Mohamed Bourouissa — Galerie Mennour
Bien réalisé mais terriblement symbolique et grandiloquent, le court-métrage de Mohamed Bourouissa au cœur de sa nouvelle exposition à la galerie Mennour travaille la question d’une tension permanente dans la société si intériorisée qu’elle dramatise tout rapport. Assez pauvre dans son esthétique, il opère un contrepoint avec des photographies à l’étage supérieur, plus convaincantes même si pas moins symboliques.
Empruntant à Artaud sa pensée d’une grille comme obstacle mais plus encore d’une violence spectacularisée engendrant une violence intériorisée, l’artiste emprisonne sous une toile tendue des images de fragments de corps dans une esthétique du contraste presque publicitaire. Une ambiguïté qui se fait reflet des sédimentations des blessures et la volonté de les exposer, les suivre et les réifier pour s’en libérer. Ainsi, de généalogie de la violence annoncée dans le titre de l’exposition, le flou du propos brouille toute recherche pour se fondre en une fantasmagorie presque élégiaque. G.B. En savoir plus
Dewar & Gicquel — Art Basel
Avec “Stone triptych with snails, body fragments and sewing machine” présenté sur le secteur Unlimited de Art Basel Bâle, Dewar & Gicquel poursuivent leur entreprise d’archéologie à la renverse en minéralisant l’organique et le synthétique. À travers un tryptyque saisissant de drôlerie et de vertige des inversions, ils piègent nos sens en les heurtant à la représentation imaginaire d’une sensation brutale qui opère comme un délire chimique. Le besoin de toucher ! L’image devient obsession et, dans sa translation vers un objet inamovible par notre seul corps, s’exile de notre monde et rejoint le panthéon des symboles. Une synthèse parfaite qui réinterprète notre désir premier d’idoles et repense, en acte, la transcendance bien tangible de la sculpture. G.B. En savoir plus
Horizontes — Grand Palais
Le Grand Palais assure le minimum syndical en matière d’accrochage et de commissariat pour son exposition Horizontes, succession de cimaises dédiées à quatre artistes peintres brésiliens. Sans véritable liant ni propos curatorial, l’exposition se limite à une sélection dont l’âme repose tout en matière sur la singularité de chacun.

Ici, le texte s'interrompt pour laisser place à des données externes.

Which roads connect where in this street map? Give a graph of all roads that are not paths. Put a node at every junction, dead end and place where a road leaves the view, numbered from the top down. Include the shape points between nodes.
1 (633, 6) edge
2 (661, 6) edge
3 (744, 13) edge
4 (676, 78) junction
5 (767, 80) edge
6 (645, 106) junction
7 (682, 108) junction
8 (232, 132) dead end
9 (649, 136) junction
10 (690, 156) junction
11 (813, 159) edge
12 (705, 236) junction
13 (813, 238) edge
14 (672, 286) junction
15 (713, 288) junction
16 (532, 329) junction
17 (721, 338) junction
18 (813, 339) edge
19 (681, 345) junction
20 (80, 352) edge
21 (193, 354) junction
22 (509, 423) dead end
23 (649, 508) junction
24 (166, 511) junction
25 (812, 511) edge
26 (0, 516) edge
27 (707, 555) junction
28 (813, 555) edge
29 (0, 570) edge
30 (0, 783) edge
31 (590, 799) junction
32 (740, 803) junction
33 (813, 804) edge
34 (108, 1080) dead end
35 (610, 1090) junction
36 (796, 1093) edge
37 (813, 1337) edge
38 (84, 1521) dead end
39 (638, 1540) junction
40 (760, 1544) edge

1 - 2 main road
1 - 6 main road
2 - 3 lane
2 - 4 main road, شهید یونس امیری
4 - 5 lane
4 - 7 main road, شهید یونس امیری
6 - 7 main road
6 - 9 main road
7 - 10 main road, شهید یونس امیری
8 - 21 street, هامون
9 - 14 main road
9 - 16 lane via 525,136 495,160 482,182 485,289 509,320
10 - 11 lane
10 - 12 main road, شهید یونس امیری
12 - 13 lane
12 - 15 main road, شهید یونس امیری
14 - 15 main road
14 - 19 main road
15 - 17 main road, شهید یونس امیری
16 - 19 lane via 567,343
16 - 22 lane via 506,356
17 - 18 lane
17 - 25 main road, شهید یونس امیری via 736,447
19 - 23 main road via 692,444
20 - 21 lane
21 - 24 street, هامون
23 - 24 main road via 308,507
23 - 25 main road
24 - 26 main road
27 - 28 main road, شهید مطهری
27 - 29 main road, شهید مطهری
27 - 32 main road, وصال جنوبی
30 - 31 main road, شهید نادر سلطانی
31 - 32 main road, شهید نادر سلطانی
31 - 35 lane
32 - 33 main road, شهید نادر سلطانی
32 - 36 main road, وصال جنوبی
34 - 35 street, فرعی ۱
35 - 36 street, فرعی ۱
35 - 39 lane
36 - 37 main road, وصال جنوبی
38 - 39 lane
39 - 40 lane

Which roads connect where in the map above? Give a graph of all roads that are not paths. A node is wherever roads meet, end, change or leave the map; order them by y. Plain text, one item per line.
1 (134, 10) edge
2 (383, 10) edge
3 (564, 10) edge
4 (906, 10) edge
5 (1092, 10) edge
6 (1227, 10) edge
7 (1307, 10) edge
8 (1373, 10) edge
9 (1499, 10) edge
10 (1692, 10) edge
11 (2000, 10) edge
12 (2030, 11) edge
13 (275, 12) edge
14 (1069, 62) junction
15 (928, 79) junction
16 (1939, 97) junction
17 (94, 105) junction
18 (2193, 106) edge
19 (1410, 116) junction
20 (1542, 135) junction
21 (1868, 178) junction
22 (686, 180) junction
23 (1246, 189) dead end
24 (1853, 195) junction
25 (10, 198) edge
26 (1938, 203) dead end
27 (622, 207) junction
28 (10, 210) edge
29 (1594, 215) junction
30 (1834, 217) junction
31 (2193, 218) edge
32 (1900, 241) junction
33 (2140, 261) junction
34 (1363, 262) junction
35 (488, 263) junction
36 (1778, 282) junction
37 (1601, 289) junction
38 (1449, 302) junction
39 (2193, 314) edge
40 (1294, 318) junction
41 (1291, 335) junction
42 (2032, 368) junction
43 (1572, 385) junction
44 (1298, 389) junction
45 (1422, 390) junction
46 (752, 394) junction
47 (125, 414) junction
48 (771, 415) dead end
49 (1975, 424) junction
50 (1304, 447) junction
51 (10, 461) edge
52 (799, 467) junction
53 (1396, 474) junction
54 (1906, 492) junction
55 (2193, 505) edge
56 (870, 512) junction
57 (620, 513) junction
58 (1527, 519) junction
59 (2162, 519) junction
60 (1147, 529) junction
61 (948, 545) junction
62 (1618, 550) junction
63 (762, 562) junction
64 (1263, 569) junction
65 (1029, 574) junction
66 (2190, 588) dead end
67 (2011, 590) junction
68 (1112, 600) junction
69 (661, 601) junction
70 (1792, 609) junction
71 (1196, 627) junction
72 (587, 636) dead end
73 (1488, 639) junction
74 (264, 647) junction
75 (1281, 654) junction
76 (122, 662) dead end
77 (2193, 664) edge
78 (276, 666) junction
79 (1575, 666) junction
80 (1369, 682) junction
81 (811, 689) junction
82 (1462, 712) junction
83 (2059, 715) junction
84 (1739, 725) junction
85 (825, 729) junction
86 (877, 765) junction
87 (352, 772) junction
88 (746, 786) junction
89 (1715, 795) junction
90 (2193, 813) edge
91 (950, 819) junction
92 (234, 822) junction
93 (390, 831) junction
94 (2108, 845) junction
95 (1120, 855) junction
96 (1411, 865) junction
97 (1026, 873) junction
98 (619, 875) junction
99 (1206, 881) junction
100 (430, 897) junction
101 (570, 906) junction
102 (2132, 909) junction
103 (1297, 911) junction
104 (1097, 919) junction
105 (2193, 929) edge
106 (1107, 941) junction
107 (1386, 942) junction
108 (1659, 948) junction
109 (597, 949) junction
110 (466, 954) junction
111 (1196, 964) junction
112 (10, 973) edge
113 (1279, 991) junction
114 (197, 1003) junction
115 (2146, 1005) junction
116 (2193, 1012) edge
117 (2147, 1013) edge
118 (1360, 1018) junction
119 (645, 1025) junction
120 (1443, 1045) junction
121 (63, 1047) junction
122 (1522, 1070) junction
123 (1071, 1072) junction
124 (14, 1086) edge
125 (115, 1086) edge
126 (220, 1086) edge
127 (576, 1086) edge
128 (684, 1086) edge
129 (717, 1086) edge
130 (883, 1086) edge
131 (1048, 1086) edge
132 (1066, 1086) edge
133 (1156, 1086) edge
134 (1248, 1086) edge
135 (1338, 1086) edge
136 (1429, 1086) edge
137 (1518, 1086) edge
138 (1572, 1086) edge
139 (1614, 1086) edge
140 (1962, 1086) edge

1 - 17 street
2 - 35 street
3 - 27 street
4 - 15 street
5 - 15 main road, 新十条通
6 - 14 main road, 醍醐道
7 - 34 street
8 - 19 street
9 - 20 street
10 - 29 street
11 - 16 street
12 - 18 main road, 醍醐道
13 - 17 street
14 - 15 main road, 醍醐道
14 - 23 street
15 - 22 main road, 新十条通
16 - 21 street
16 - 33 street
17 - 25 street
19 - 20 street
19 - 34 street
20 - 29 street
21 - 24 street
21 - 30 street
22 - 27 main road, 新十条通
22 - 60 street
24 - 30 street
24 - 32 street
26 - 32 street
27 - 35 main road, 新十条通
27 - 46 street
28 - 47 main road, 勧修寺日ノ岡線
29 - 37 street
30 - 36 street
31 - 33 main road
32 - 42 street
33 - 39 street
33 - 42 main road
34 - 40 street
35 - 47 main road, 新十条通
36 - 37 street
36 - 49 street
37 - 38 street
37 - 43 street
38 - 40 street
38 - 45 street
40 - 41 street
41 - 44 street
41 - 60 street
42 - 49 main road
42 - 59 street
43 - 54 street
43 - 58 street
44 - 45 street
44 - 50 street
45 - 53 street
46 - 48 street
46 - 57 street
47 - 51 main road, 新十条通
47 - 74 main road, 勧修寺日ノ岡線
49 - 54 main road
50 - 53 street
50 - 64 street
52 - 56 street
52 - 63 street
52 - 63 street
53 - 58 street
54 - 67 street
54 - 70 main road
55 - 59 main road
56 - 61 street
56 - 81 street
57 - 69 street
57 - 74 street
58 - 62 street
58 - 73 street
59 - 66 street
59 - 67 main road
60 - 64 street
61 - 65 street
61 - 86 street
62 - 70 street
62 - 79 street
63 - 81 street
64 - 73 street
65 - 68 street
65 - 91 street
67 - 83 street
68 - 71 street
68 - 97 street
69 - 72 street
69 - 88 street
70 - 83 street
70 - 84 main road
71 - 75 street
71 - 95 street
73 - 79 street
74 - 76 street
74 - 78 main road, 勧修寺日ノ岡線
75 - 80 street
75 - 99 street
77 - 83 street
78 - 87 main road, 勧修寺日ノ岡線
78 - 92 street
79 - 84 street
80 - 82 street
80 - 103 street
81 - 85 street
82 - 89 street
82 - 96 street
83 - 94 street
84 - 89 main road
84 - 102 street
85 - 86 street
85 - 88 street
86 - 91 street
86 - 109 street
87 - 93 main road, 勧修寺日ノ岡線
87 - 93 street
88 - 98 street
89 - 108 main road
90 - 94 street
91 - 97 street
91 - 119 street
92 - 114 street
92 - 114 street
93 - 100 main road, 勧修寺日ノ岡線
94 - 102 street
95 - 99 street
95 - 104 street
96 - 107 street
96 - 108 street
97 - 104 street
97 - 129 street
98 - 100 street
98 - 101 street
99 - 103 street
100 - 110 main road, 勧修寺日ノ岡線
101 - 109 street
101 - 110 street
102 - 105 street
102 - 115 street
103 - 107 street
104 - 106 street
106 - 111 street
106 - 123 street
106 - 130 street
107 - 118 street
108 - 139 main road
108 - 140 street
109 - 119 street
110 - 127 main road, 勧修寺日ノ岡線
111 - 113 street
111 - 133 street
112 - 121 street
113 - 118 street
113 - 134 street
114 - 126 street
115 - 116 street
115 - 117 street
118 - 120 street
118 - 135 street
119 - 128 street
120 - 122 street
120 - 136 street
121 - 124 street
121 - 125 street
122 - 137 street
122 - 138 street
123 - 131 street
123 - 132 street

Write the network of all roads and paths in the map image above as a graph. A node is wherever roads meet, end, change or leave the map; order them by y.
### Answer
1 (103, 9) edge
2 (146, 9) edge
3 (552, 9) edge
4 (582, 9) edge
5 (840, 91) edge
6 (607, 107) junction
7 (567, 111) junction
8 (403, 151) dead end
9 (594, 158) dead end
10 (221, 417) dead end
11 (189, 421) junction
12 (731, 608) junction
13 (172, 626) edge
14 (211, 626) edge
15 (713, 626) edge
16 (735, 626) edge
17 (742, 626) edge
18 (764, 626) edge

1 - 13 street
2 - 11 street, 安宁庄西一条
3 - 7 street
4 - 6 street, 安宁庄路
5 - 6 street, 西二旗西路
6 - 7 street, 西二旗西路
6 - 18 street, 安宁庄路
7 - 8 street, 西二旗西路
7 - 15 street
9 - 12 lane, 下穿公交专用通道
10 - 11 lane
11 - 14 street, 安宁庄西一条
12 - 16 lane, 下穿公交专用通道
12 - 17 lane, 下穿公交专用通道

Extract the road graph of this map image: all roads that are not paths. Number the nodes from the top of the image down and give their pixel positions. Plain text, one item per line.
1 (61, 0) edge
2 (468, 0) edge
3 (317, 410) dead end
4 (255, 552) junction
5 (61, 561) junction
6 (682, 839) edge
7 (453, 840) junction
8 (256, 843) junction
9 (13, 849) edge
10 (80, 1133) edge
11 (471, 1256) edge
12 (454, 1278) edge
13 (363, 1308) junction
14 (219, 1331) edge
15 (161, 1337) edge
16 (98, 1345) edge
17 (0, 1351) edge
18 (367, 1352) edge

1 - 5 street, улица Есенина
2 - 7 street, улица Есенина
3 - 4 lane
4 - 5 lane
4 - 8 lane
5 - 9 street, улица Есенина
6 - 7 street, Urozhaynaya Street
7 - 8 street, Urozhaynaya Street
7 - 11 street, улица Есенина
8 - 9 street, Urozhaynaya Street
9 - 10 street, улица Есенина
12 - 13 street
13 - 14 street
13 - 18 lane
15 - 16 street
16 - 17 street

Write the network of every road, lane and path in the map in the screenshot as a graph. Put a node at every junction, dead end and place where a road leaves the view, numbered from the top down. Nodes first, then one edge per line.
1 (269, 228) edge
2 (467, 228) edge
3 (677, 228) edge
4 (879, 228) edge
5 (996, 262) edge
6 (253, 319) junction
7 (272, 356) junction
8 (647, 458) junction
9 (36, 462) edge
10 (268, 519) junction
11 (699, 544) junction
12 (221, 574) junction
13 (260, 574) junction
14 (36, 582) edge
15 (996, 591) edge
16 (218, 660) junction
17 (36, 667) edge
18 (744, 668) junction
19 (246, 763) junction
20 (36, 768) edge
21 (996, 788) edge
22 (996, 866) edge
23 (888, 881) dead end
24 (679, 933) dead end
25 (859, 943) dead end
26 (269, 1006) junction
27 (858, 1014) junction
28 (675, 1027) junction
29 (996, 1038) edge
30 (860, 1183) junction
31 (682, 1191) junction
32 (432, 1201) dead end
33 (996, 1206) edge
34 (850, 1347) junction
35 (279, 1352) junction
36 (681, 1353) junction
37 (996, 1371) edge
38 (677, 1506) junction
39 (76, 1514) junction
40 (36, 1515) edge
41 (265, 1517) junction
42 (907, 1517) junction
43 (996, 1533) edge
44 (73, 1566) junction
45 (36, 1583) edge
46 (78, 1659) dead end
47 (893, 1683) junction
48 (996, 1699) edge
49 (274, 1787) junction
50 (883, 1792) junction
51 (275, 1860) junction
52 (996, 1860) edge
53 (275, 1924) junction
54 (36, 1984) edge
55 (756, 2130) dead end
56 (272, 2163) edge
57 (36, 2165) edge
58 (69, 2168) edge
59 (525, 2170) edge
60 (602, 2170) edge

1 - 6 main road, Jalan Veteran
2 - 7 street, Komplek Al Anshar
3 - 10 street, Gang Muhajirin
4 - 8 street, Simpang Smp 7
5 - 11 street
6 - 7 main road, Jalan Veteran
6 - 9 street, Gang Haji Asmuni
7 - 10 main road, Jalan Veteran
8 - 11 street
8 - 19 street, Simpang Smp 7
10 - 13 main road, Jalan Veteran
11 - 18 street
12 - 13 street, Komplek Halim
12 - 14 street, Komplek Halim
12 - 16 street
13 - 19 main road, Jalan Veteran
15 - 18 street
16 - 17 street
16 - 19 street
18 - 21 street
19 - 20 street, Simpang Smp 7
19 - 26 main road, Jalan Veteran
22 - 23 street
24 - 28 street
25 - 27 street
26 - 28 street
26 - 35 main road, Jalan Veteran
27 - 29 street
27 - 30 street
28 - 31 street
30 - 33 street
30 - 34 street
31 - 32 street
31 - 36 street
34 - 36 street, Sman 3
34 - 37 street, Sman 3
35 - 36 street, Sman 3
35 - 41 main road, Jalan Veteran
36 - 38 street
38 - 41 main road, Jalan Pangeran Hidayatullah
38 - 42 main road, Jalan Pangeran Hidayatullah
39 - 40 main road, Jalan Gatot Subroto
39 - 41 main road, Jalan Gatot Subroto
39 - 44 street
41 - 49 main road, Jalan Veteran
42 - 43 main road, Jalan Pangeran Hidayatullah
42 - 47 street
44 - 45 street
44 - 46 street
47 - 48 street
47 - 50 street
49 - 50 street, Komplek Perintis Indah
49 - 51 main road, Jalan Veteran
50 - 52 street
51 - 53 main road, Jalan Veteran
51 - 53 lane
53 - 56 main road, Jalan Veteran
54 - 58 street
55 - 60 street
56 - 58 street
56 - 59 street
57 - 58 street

Évoluant de la figuration à l’expressionnisme abstrait, les œuvres d’Agrade Camiz, Vinicius Gerheim, Antonio Oba, Marina Perez Simao, si elles sont légèrement écrasées par l’immensité du lieu n’en révèlent pas moins des détails intéressants, d’abord en matière de couleurs puis ainsi que dans l’usage de la grille et la composition toujours inattendue d’ensembles qui syncopent invariablement la linéarité du format.
Un jeu sur la vertu de l’inattendu et de l’étrange qui se révèle particulièrement dans le travail figuratif d’Antonio Oba et ses saynètes obscures capables d’alterner, avec une efficacité esthétique indéniable, les regards fuyants et frontaux de personnages ou animaux dont on ne sait si la présence tient du réel ou du songe. Une très belle découverte. L.D.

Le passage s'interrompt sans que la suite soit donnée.